-- WHAT THE EXERCISE ASKS --
A single number is all that's needed: how many lines in the data contain the string "Lyncastle".

[Collected data entries]
--- START ---

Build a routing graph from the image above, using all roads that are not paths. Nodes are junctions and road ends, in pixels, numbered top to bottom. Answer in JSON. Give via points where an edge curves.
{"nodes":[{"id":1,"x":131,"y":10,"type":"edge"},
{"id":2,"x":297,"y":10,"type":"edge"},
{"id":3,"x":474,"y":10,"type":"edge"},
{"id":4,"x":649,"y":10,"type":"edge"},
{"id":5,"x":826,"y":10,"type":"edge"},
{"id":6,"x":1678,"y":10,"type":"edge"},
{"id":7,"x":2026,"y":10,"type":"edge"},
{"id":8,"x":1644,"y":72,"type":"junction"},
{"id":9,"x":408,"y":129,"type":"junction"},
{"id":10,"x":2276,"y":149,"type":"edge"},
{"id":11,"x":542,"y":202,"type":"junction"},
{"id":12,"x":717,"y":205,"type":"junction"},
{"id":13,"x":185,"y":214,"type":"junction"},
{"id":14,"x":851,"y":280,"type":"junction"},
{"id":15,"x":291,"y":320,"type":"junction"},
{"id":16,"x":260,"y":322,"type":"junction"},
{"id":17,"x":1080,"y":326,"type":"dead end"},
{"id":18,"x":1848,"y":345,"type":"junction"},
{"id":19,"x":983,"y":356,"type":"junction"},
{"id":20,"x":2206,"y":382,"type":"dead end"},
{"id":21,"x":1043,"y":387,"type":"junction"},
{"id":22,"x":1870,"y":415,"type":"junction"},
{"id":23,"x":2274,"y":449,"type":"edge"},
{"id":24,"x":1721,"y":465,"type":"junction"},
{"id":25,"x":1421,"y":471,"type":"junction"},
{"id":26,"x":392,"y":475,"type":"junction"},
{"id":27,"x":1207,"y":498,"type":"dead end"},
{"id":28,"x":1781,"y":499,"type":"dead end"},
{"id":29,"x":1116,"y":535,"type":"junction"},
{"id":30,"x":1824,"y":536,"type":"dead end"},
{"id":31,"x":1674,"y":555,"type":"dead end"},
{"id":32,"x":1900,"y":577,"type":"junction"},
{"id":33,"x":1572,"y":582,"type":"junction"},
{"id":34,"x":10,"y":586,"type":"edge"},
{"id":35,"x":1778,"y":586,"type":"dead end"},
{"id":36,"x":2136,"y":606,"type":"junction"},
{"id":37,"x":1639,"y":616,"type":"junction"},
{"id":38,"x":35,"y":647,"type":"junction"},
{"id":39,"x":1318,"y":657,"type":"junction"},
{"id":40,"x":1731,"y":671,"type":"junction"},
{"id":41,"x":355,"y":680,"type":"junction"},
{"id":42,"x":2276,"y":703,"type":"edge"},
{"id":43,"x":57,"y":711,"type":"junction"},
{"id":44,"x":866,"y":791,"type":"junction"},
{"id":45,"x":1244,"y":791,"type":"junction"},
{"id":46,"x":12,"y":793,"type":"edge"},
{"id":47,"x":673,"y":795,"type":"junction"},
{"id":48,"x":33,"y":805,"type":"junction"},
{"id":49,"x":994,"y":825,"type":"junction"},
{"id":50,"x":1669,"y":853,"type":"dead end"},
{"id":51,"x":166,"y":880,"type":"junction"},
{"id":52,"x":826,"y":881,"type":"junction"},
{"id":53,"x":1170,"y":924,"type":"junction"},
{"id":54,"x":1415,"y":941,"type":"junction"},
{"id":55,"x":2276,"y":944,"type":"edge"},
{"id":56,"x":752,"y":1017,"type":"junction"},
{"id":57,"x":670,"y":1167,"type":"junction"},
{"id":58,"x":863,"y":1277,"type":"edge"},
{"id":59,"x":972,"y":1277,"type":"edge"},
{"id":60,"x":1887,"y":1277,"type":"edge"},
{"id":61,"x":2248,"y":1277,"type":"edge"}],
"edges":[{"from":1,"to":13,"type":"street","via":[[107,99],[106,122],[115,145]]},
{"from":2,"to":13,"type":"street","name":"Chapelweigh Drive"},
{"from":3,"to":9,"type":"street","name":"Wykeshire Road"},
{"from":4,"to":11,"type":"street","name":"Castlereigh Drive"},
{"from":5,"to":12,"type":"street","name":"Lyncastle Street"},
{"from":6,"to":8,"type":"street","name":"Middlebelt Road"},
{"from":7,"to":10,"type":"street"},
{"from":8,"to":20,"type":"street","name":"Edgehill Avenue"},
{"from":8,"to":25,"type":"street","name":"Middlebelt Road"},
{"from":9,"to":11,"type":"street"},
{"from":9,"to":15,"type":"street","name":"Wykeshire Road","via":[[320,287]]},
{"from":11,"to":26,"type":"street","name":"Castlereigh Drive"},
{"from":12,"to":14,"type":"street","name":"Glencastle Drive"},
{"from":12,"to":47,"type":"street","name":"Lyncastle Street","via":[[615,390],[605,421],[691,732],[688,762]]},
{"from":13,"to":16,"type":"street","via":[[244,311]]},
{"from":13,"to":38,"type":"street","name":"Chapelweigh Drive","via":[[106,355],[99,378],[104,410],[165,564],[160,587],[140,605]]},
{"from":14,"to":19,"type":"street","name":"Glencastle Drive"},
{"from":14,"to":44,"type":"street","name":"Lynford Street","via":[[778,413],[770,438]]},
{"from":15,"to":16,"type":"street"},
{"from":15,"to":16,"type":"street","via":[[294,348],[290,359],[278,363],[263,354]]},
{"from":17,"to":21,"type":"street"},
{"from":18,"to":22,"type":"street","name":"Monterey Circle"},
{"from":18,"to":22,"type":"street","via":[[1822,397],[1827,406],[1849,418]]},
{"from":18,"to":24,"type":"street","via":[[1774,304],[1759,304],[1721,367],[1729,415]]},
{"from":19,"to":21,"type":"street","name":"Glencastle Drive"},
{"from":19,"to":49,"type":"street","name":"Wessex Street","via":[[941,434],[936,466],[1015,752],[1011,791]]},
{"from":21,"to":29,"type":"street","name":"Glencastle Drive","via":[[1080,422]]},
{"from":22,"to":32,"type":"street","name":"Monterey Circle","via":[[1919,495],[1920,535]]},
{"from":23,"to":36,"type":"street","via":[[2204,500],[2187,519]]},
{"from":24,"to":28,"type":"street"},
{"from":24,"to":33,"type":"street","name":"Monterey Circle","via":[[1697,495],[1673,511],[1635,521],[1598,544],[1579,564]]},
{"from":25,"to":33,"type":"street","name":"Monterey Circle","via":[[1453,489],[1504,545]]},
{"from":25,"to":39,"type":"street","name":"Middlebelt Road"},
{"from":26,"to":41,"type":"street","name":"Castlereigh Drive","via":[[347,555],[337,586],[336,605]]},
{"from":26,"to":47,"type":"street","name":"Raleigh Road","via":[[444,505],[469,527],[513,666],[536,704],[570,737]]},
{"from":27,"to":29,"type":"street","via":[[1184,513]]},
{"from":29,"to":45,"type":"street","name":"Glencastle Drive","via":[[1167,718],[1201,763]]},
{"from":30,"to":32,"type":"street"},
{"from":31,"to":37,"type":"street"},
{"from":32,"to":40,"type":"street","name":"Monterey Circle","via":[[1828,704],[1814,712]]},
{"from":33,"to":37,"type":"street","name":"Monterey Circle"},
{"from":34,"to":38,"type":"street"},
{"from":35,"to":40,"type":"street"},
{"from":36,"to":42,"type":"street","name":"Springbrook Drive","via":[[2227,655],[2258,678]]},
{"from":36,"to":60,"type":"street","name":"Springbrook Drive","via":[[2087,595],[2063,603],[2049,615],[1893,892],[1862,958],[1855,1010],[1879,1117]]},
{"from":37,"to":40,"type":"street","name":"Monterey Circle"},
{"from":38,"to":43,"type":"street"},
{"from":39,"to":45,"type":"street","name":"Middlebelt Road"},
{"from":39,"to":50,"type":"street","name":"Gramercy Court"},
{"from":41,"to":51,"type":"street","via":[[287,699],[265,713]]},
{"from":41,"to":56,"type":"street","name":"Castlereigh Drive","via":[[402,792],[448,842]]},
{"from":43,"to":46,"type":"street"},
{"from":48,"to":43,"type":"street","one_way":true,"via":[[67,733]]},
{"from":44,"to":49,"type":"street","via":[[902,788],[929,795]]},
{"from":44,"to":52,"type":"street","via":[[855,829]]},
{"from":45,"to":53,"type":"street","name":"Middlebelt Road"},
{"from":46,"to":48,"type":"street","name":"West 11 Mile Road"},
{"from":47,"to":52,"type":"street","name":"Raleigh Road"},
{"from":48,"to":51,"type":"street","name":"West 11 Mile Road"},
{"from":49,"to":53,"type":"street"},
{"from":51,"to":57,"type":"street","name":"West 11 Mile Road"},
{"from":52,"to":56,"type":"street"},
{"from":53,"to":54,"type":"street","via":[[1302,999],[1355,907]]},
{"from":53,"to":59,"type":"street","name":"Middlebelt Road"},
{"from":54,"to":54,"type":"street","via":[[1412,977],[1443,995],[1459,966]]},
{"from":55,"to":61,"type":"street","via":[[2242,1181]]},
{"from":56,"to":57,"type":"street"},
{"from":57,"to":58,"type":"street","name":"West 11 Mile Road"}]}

--- END ---

-- REPLY TO THE TASK --
2